Stereoscopic vision and sophisticated data processing in the brain enables humans to sense their environment in three dimensions. An increasing number of emerging technologies also demands this 3D-Sensing capability from machines and systems, often with stringent requirements for the safety and reliability of each method.
A popular and proven approach to 3D-Sensing, the 3-dimensional detection of the environment, is distance determination by measuring the time of flight of light, the time-of-flight (ToF) method. Here, a laser pulse is emitted, reflected by an object and then detected on an image sensor. The distance of the object can be determined from the duration of the time of flight and the speed of light. As LiDAR (from Light Detection and Ranging), this method is already frequently used, for example, in driver assistance systems, smartphones and robotics. More about this application in the field of "autonomous driving" can be found here.

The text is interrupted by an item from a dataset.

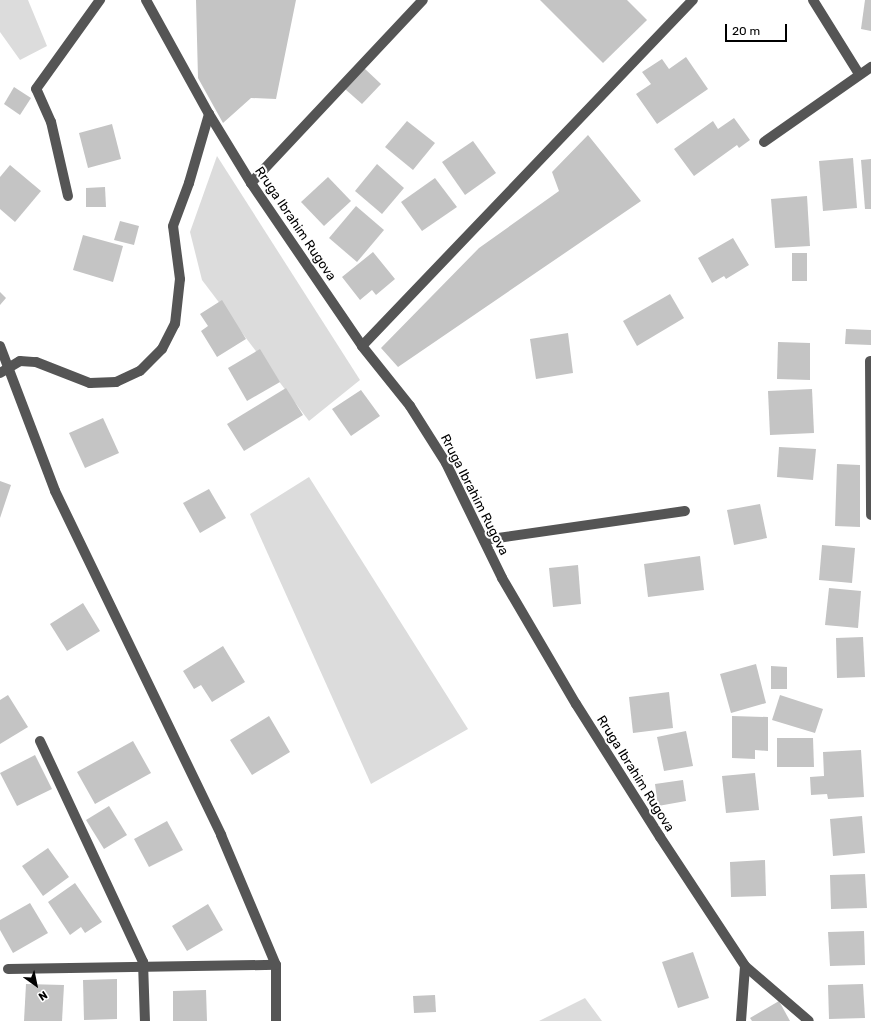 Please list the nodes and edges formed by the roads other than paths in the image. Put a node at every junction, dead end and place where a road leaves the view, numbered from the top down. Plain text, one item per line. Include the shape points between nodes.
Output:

The advanced development of lasers and the high speed of light allow in principle very fast distance determination and thus 3D-Sensing in real time. However, this places very high demands on the image sensor used, which must have the ability to reliably detect photons while determining the time of arrival with high resolution. In addition, if the distances of different points in space are to be determined, multiple pixels with independent time-determining elements are required on the image sensor.
Especially when LiDAR is used in autonomous vehicles, there are additional challenges, such as the background light of the sun, which can vary greatly and must still be distinguished from the laser light, which pose additional challenges to the image sensor. Since the transmitter (laser) side is largely limited here by the eye safety requirement, the main focus is on optimizing the receiver (image sensor) and subsequent data processing.